So huge, in fact, that last month five rather heavy hitters — GE, IBM, AT&T, Cisco, and Intel — came together to discuss standardising their protocols to make sure all that potential is realised: a move that gives a powerful indication as to how these corporations are anticipating this brave new world will be monetised. As Intel South Africa’s Roark Raman put it at a recent event hosted by the tech giant at Dimension Data’s Campus in Johannesburg, no one player can hope to own the whole stack. The gold is in the verticals, and to dig it out, these companies need to work together to make sure all those endlessly proliferating Things are on speaking terms.*

When it comes to the retail environment, naturally the kind of data we’re after will be consumer data. And on paper at least, it looks very much like a win-win situation.

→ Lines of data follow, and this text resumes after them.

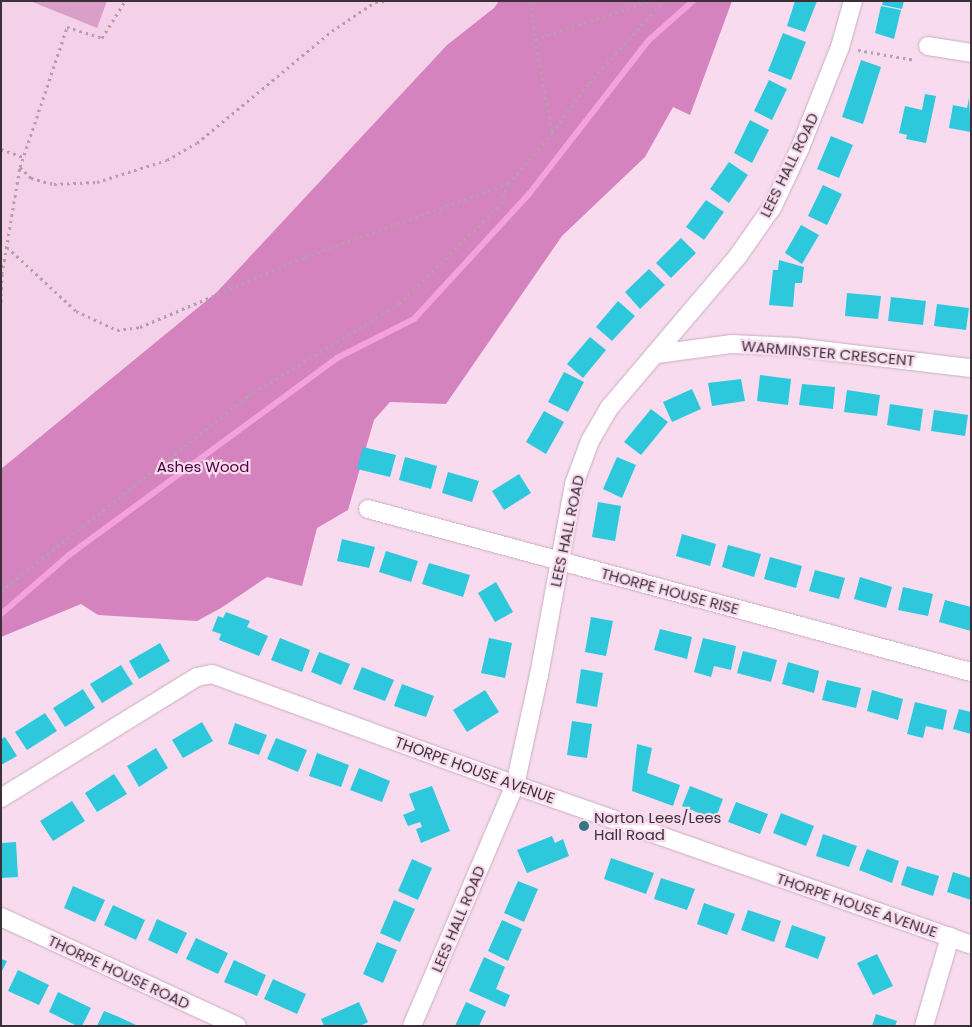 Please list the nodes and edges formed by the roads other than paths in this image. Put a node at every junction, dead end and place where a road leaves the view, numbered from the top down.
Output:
1 (853, 1) edge
2 (928, 46) road end
3 (971, 53) edge
4 (656, 354) junction
5 (971, 368) edge
6 (368, 509) dead end
7 (559, 561) junction
8 (971, 672) edge
9 (515, 785) junction
10 (1, 798) edge
11 (1, 917) edge
12 (950, 938) junction
13 (971, 945) edge
14 (237, 1026) edge
15 (412, 1026) edge
16 (924, 1026) edge

1 - 4 street, LEES HALL ROAD
2 - 3 street
4 - 5 street, WARMINSTER CRESCENT
4 - 7 street, LEES HALL ROAD
6 - 7 street, THORPE HOUSE RISE
7 - 8 street, THORPE HOUSE RISE
7 - 9 street, LEES HALL ROAD
9 - 10 street, THORPE HOUSE AVENUE
9 - 12 street, THORPE HOUSE AVENUE
9 - 15 street, LEES HALL ROAD
11 - 14 street, THORPE HOUSE ROAD
12 - 13 street, THORPE HOUSE AVENUE
12 - 16 street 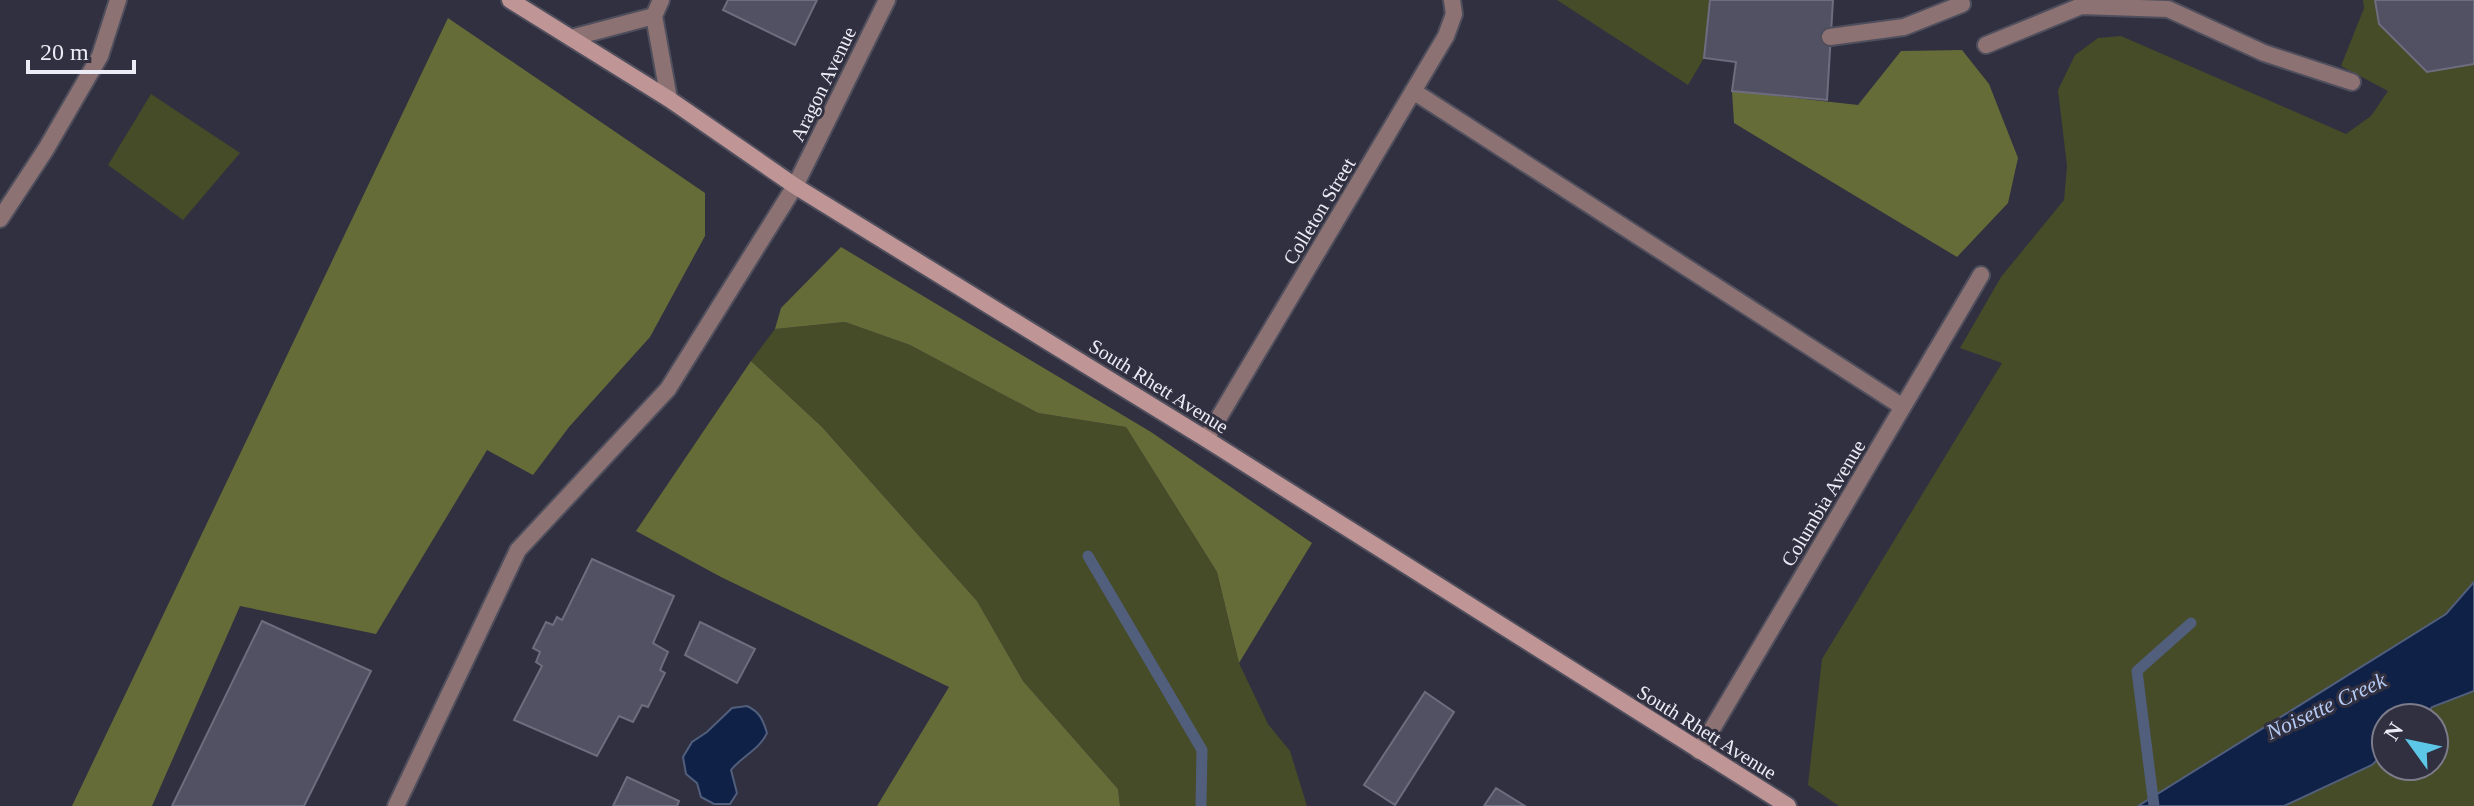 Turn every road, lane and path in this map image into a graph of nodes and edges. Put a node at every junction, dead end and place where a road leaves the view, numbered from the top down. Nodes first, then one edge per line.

The elevator pitch goes a little something like this: Target consumer “A” – let’s call her Vivian – strolls to her favourite coffee place (where the machine is already automatically preparing her usual orange mocha frappuccino thanks to a message she sent via smartphone). As she passes a department store, she gets an alert advising that the dress she briefly took off the rack last time she was there is now on sale. She changes course. On her way, a smart vending machine offers her a discount on a cold drink – its weather monitors have logged that it’s a 35-degree day, triggering a promotion. As she pauses to collect one, smart digital signage notes that Vivian is a female in her twenties, and serves her an ad for a deodorant. Vivian breezes on to give that dress another look.

In the department store’s fitting room, a smart mirror displays items that other customers paired with the dress. She likes the sleeveless hoodie, but she wants it in red. It’s a cinch to send an alert to the nearest store attendant and get it brought to her. Not available in her size? No problem, they’re already ordering it from another branch, and she hasn’t even had to leave the fitting room.

As you can appreciate, this vision represents a cash-cow of vast proportions. As put by Tim Hoyle, manager of “embedded retail” at Intel UK, IoT has the power to transform the point of sale into a point of service. It’s the perfect evolution of the “brand butlering” mega trend we have seen gaining momentum over the last five years.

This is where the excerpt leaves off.